Не случайно петербургский критик И. С. Кузьмичев, автор монографии о Юрии Казакове, первую главу своей книги так и назвал: "Старый Арбат".
"И Москва, и Арбат - о них едва ли не каждый русский человек может лишь мечтать - достались ему, что называется, волею судьбы, сами собой оказались его "малой родиной", и это нельзя недооценивать, поскольку сознание кровной причастности к Москве, к старому Арбату с детства вселяло в него особую гордость, одаривало его счастливым, победительным чувством вершинности"3
Верные слова! Именно это "чувство вершинности" заставило молодого Казакова задумать "нечто грандиозное".
"А задумал я, дядя, не более, не менее, как возродить и оживить жанр русского рассказа со всеми вытекающими отсюда последствиями. Задача гордая и занимательная"4.
Задумал - сделал! Русский рассказ возродил и вновь поднял уровень русской литературы до высоты подлинного искусства - до высоты великих своих предшественников: Пушкина, Лермонтова, Тургенева, Толстого, Чехова, Бунина. И теперь в одном ряду с ними его, Юрия Казакова, проходят на уроках литературы российские школьники5.
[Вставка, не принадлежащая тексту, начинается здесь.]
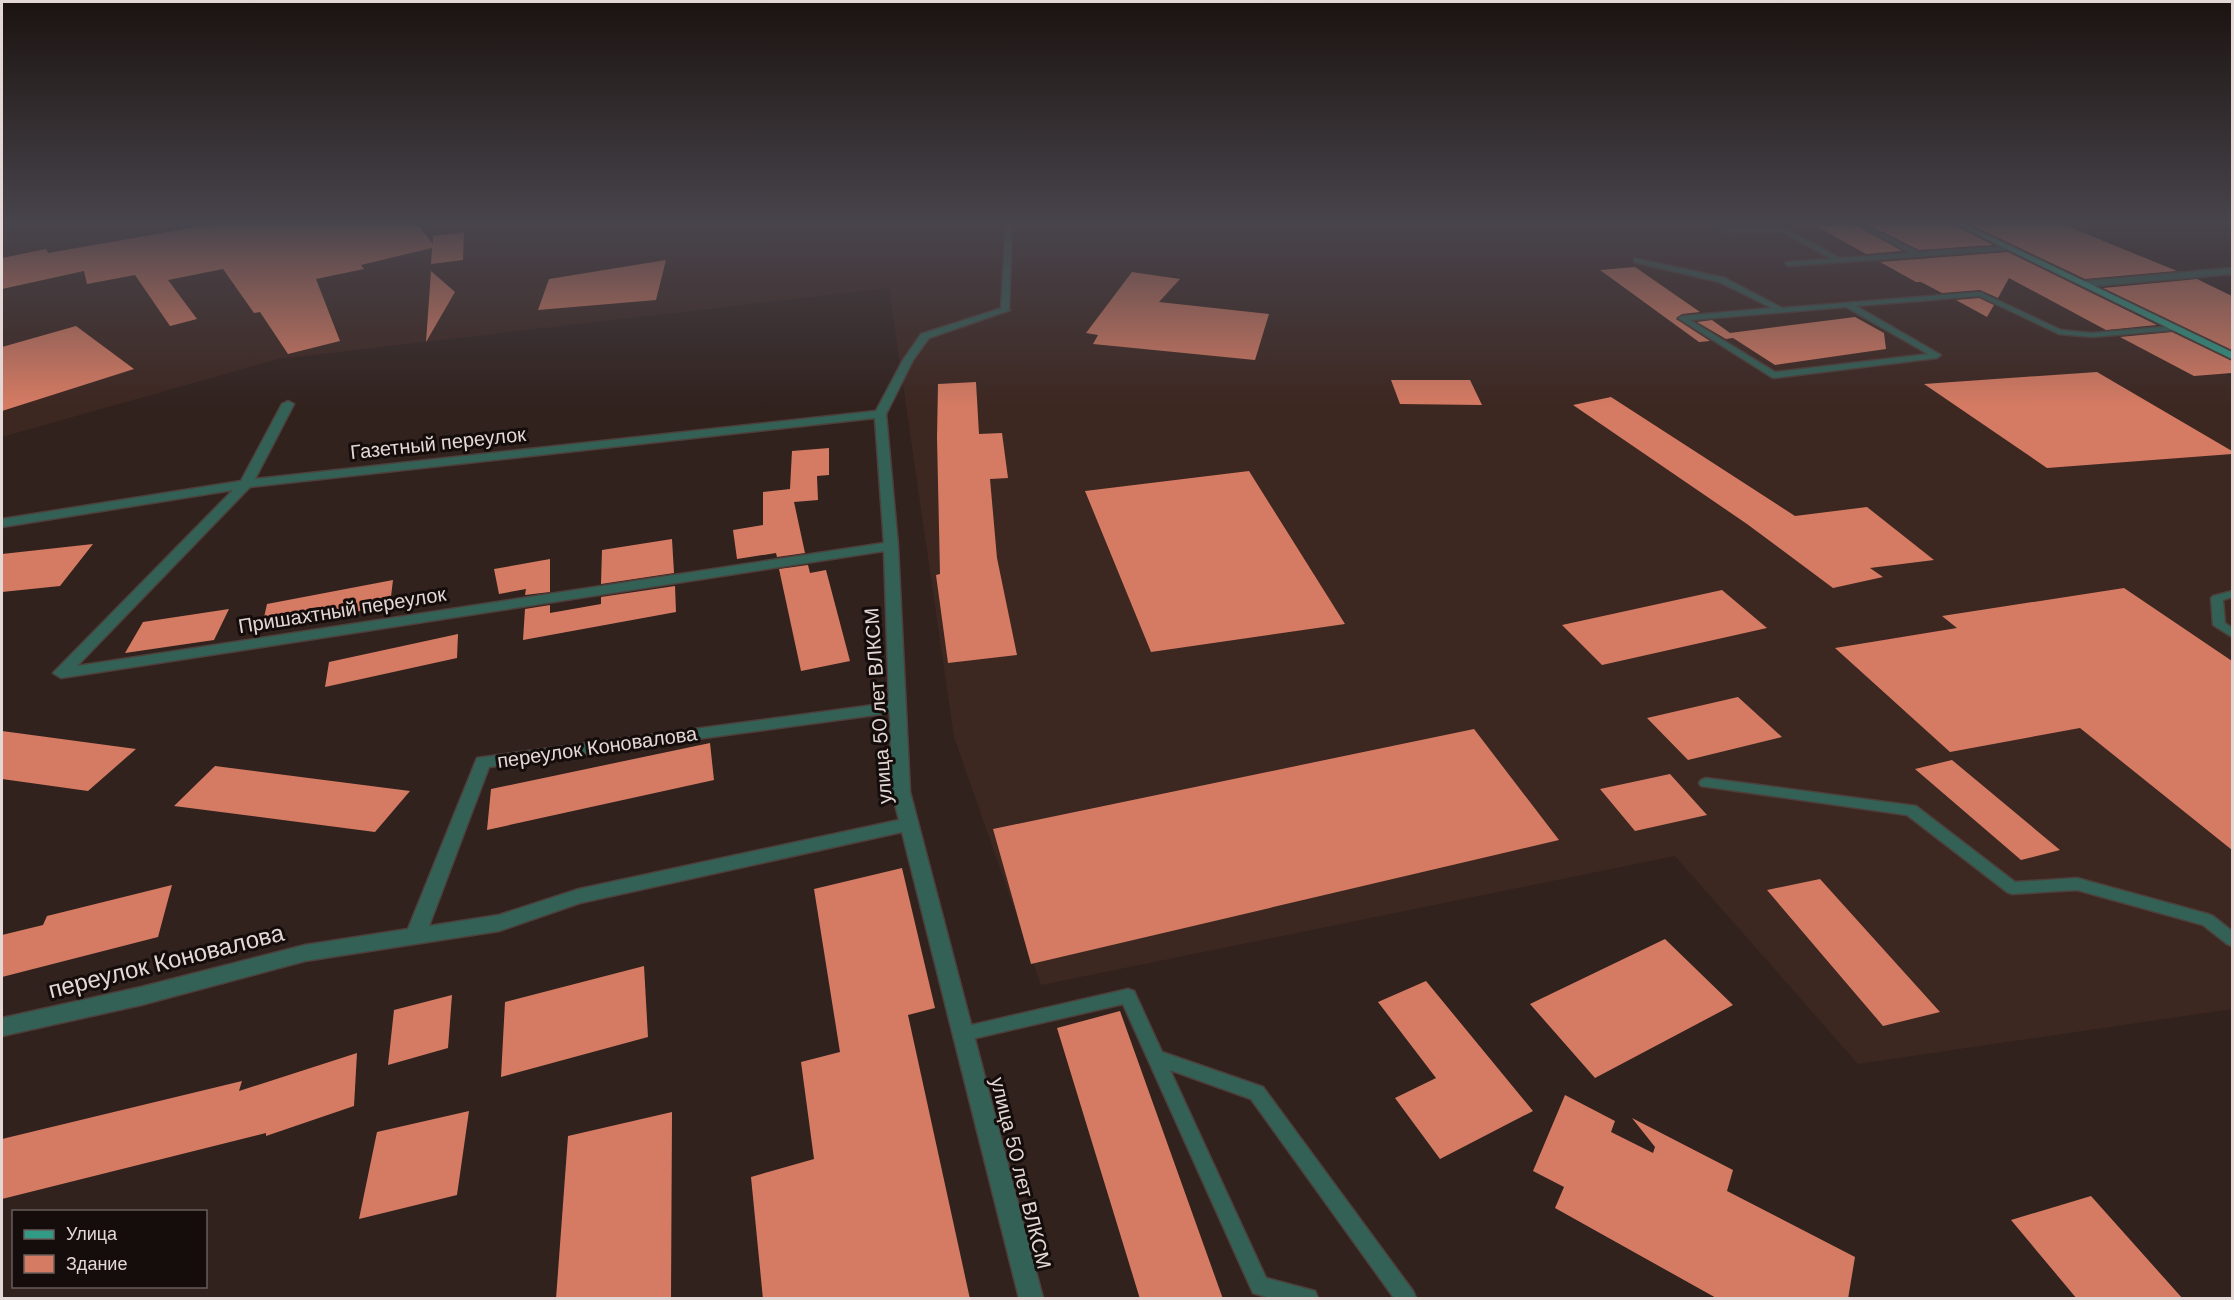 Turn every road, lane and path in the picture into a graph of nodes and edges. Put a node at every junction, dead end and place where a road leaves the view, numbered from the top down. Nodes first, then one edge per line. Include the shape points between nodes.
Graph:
1 (1006, 285) edge
2 (1731, 285) edge
3 (2085, 285) joint
4 (2088, 285) edge
5 (1846, 304) junction
6 (1005, 310) joint
7 (1780, 310) junction
8 (2174, 327) junction
9 (2232, 356) edge
10 (288, 404) dead end
11 (880, 414) junction
12 (246, 484) junction
13 (2, 523) edge
14 (891, 546) junction
15 (2232, 594) edge
16 (2232, 633) edge
17 (896, 707) junction
18 (1706, 783) dead end
19 (909, 824) junction
20 (415, 936) junction
21 (2232, 940) edge
22 (2, 1028) edge
23 (963, 1034) junction
24 (1155, 1057) junction
25 (1032, 1299) edge
26 (1308, 1299) edge
27 (1406, 1299) edge

1 - 6 lane
2 - 7 lane
3 - 4 street
3 - 8 main road
5 - 7 lane
5 - 7 lane via 1937,355 1773,375 1682,318
5 - 8 lane via 1980,294 2059,332 2092,335
6 - 11 street via 925,336
8 - 9 main road
10 - 12 street
11 - 12 street, Газетный переулок
11 - 14 street, улица 50 лет ВЛКСМ
12 - 13 street, Газетный переулок
12 - 14 street, Пришахтный переулок via 61,673
14 - 17 street, улица 50 лет ВЛКСМ
15 - 16 lane via 2217,598 2219,625
17 - 19 street, улица 50 лет ВЛКСМ via 901,792
17 - 20 street, переулок Коновалова via 483,762
18 - 21 lane via 1911,810 2012,888 2077,884 2208,920
19 - 20 street, переулок Коновалова via 579,896 500,923
19 - 23 street, улица 50 лет ВЛКСМ
20 - 22 street, переулок Коновалова via 305,953
23 - 24 lane via 1128,996
23 - 25 street, улица 50 лет ВЛКСМ
24 - 26 lane via 1260,1286
24 - 27 lane via 1257,1093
Однако родной Арбат вселял в Казакова не только "счастливые, победительные" чувства. С Арбатом были связаны у него и чувства совсем не счастливые, отнюдь не победительные. Думается, добрый критик, уважаемый И. С. Кузьмичев, с этим согласится, тем более что он сам разбирал архивы писателя и составил из них посмертный сборник "Две ночи".
"Ночь шла на убыль. Самолеты, частью отбомбившиеся, частью отогнанные, начали уходить один за другим на восток и на запад, прожектора стали гаснуть, зенитки умолкать - приходило время отбоя.
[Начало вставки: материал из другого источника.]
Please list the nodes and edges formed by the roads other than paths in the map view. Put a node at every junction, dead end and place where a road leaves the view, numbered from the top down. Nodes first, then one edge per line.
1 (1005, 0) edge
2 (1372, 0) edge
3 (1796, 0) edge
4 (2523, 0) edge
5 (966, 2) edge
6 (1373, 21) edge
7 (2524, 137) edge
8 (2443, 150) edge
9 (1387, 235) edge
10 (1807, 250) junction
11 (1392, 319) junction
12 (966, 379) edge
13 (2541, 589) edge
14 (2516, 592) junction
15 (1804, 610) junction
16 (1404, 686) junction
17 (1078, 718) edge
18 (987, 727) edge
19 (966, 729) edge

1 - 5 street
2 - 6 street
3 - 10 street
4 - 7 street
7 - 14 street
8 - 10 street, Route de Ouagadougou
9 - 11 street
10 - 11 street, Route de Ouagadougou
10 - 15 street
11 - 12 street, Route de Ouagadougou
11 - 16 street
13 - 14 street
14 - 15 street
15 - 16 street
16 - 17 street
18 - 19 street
Но последний, одинокий самолет еще бродил, как заблудившийся, еще ныл и вибрировал на недосягаемой высоте, в посоловевшем небе. На него уже не обращали внимания, хоть он с подозрительным упорством все возвращался и возвращался. Один только далекий прожектор вяло бродил по небу в надежде на счастье, и одна пушка (с соседнего высокого дома) посылала в высоту редкие неохотные очереди. Все остальные молчали и ждали. Скоро угас и прожектор, и только пушка все стреляла. Внизу перекликались и громко ходили дежурные во дворах и на Арбате.
- Эгей! - заорал Губан, и стало ему весело, закрутил над головой клещами. - Давай все сюда! Отбой! <...>"6
"Улыбка еще не успела сойти с их лиц, когда это случилось. Резкий, молниеносный грохот, подобного которому не слыхал никто из них ни разу за все ночи, потряс дом, раскидал всех, задушил и оглушил.
Если бы кто-нибудь в эту секунду (а все последующее, описанное в этой пространной цитате, продолжалось всего две секунды. - В. М.) посмотрел на Вахтанговский театр, он увидел бы, как в нежнейшем сиянии рассвета к небу вздымается тугой толстый столб чего-то плотного, черного. Это плотно-черное будто до сих пор находилось в сдавленном, спертом состоянии, а теперь, освободившись, все время расширялось, распухало, росло вверх и в стороны, из него все время вырывались новые перекрученные клубы и клубочки, и клубочки эти были уже не такие черные, как сердцевина, а посерее. И еще в этом громадном расширявшемся столбе черного мелькали, показываясь и пропадая, какие-то небольшие предметы, похожие на кубики и спички. Но это были не спички, а куски стен и балки, они были огромными, но на большой высоте казались маленькими, и только по тому, как медленно они переворачивались, выныривали из черного и опять прятались там, как в прибое, как в пене, можно было догадаться по медленности их кувырканий, какие они огромные и тяжелые. Но они не только летели вверх и кувыркались, они еще распадались на более и более мелкие куски, а балки, мгновение назад еще прямые, вдруг оказывались уже скрученными, и все это разрасталось, распухало, умножалось, как лавина, как снежный ком, и по своей похожести на лавину это должно было падать вниз, а оно двигалось, поднималось вверх, будто стало легче воздуха, как аэростаты, и движению этому, удалению от земли, казалось, не будет конца.
Наконец все остановилось, какое-то время висело неподвижно, а потом стало неохотно валиться назад и далеко в стороны по каким-то странным траекториям, дым совсем поредел и стал расползаться шапкой и тоже оседать вниз, но еще медленнее, чем валились обломки.